I appreciate your openness and hadn't thought about people in polygamous relationships feeling bad when I point out that monogamy is part of the divine ideal. However, as I think about it now, it's no worse than saying that "marriage is meant to be for life" making divorce's feel bad. Pointing out what is good and right will make us all feel bad because we all sin and fall short of the Glory of God. But that doesn't meant that we shouldn't point out what is good and right.

You mentioned several things that I don't have time to address. But concerning the whole weaker brother thing, Paul was pointing out that because of his love and concern for his brother, he would limit himself and not exercise his freedom or liberality because it could cause his brother to sin against his own conscience. It wasn't that there was not something morally true, but that out of love he was willing to restrict his own practice so as not to cause another grief.
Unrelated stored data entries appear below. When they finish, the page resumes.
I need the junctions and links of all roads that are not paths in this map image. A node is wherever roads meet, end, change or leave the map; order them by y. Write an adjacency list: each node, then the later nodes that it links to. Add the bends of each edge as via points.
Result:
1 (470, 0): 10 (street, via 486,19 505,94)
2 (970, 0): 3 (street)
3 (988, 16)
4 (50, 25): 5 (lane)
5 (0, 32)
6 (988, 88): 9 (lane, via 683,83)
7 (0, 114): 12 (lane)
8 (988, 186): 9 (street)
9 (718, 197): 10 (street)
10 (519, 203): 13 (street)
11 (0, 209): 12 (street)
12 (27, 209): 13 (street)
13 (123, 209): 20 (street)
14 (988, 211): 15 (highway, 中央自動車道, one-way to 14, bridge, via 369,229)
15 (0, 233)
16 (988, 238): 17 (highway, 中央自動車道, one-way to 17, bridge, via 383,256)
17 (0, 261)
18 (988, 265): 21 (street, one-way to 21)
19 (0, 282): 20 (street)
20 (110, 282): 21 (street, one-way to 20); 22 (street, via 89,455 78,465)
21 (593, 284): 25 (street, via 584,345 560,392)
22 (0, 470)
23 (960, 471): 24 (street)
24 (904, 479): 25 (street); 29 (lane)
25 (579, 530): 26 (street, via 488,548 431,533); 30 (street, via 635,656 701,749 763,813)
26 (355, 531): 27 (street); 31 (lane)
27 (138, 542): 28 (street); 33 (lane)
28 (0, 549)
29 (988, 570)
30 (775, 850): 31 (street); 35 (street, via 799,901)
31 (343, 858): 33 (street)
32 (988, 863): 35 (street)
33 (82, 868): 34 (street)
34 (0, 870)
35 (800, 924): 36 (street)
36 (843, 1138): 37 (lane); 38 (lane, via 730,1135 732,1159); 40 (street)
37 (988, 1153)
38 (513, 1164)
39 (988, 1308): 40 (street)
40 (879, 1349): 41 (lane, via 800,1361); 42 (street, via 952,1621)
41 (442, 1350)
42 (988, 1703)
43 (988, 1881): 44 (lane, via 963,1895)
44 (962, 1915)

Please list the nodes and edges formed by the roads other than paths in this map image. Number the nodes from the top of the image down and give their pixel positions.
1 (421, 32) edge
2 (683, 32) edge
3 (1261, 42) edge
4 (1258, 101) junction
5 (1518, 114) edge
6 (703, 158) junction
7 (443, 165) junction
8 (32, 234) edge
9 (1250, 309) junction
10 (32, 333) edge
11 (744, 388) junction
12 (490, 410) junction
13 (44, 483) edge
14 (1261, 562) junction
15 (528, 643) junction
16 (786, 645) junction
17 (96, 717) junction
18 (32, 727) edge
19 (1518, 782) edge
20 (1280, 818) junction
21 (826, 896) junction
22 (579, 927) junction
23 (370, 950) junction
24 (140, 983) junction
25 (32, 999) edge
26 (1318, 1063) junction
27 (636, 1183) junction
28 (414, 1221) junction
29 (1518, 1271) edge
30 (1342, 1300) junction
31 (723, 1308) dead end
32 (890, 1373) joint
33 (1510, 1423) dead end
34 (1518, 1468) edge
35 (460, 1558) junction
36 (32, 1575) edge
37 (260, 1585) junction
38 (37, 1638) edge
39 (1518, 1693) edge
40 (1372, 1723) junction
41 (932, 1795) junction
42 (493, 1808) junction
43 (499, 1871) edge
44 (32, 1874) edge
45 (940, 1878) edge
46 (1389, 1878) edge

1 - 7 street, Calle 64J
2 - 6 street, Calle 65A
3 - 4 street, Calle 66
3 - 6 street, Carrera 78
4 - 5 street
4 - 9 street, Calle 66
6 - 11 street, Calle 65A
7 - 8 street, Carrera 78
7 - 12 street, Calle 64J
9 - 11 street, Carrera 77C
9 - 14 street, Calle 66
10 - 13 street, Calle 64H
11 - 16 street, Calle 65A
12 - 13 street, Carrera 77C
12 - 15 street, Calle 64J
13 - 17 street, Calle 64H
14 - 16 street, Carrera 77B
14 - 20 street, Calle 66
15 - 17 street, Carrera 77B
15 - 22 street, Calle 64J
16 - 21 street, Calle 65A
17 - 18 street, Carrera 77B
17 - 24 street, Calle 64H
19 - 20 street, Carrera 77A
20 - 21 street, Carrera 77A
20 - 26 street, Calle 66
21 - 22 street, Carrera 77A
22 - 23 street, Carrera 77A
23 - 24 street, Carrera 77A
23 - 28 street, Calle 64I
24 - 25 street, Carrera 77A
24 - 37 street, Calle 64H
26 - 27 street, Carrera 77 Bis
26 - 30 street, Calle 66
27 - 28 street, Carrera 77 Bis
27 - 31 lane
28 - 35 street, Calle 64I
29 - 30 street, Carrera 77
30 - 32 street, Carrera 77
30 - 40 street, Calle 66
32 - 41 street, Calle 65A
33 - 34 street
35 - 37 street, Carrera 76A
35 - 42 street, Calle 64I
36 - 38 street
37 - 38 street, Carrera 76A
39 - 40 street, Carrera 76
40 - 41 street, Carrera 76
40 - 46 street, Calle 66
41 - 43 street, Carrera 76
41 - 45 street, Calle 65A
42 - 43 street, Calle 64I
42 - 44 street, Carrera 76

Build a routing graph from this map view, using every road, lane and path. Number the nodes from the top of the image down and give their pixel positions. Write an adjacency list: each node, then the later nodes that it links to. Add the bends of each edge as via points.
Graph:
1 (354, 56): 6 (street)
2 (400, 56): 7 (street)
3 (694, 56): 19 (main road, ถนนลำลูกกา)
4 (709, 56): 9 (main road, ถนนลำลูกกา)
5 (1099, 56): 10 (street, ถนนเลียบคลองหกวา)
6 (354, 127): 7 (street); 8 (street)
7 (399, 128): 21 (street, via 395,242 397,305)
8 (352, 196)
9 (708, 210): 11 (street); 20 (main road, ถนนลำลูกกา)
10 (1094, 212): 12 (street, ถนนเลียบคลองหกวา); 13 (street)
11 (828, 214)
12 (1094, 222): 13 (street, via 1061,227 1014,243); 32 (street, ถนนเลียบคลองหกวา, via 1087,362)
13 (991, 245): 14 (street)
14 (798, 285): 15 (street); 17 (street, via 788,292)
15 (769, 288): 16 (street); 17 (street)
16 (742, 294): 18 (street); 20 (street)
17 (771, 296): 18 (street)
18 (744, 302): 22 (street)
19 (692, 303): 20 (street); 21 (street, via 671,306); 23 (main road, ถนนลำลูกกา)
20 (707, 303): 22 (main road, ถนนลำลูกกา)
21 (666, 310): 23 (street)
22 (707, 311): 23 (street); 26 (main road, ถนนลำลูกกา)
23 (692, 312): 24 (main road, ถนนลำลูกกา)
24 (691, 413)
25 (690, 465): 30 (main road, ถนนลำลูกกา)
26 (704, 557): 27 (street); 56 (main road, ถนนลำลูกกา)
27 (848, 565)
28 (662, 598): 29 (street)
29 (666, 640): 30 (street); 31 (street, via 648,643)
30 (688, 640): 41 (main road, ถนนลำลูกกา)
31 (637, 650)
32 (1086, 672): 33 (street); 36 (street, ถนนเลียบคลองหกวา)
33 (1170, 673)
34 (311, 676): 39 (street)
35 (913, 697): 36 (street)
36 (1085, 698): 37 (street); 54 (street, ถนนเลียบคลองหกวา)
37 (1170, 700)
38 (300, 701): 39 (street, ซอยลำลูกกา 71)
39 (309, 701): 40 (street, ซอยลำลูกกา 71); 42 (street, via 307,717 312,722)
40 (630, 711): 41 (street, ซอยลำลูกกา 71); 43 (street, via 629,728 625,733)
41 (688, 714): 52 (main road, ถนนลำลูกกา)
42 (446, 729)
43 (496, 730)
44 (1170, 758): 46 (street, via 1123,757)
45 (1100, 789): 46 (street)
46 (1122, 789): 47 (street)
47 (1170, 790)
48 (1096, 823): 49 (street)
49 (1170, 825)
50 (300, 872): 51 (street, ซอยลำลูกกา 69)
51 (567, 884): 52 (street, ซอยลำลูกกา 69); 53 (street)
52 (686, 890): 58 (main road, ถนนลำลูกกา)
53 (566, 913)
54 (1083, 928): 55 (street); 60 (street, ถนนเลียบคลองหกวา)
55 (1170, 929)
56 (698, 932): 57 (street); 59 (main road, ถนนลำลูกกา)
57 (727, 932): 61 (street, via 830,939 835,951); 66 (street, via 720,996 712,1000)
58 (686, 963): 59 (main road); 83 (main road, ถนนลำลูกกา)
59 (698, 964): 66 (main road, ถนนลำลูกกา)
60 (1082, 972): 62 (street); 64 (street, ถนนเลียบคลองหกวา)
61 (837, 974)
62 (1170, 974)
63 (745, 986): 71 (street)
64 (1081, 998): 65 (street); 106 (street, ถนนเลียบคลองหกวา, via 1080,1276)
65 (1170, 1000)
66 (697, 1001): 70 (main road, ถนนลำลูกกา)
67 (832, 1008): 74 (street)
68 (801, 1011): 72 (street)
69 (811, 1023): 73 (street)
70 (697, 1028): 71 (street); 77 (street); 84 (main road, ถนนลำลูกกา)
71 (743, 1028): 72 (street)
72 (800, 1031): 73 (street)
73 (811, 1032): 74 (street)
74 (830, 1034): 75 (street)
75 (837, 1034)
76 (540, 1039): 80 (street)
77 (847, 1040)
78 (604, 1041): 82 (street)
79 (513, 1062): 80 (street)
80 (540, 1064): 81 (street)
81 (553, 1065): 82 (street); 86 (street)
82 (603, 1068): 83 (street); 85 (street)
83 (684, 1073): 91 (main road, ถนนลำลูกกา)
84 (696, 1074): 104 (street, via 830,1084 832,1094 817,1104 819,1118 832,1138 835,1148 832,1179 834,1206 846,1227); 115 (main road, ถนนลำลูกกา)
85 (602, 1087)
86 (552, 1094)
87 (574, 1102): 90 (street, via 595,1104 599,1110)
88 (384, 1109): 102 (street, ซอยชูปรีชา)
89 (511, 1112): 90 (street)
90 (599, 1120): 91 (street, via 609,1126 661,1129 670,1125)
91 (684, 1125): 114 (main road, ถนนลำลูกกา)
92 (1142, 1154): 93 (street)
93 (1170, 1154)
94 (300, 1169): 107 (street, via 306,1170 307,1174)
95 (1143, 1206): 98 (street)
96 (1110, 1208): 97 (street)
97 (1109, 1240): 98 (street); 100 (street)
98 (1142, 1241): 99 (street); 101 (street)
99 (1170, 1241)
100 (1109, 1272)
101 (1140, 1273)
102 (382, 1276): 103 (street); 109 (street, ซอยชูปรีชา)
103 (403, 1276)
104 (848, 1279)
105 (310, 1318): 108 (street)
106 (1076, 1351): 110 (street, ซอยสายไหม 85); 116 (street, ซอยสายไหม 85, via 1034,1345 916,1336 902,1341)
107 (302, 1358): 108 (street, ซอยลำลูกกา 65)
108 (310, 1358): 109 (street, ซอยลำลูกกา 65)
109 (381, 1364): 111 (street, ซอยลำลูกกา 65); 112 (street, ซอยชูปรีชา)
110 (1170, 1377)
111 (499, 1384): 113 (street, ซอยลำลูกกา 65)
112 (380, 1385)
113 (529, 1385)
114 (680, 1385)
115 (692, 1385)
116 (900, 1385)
I believe there is absolute morality, absolute right and wrong; but I also believe that we are absolutely messed up and completely reliant upon the grace and forgiveness of God. I also believe that there is far more freedom in Christ than what we've ever experienced. The main thing is growing in our relationship with God and eachother.

Blessings,
Sherman
Hi Sherman,
I feel like we have a similar view about out freedom in Christ. That's probably why I enjoy reading your posts.
I wish I was as good with languages as it sounds like you are ... but God didn't give me all the abilities that I can appreachiate in others.
I see a slight differance in the divorce .. mon/poly marriage thing from you. To me the divorce is a result of how messed up we are that you mentioned. The poly/mono marriage I see as being in the variety that God has created in the human experience. Divorce speaks of failures that happen or could even be planned. Poly would be someone saying this is what works for me and if they learn to love in that situation I don't see it as messed up.

The weak/strong brother ...starts out in Romans with Paul refering to disputes. I'm willing to apply this to anyone who as a dispute me. Others I think are willing to only apply this principle to the issues Paul talked about in his time. While others would limit the list to something that is recognized as differances of denominations, distinctives ...

So I guess I'm broader than many would be about how many things can fall under this topic. I'd have no problem with the poly/mono marriage falling under this topic.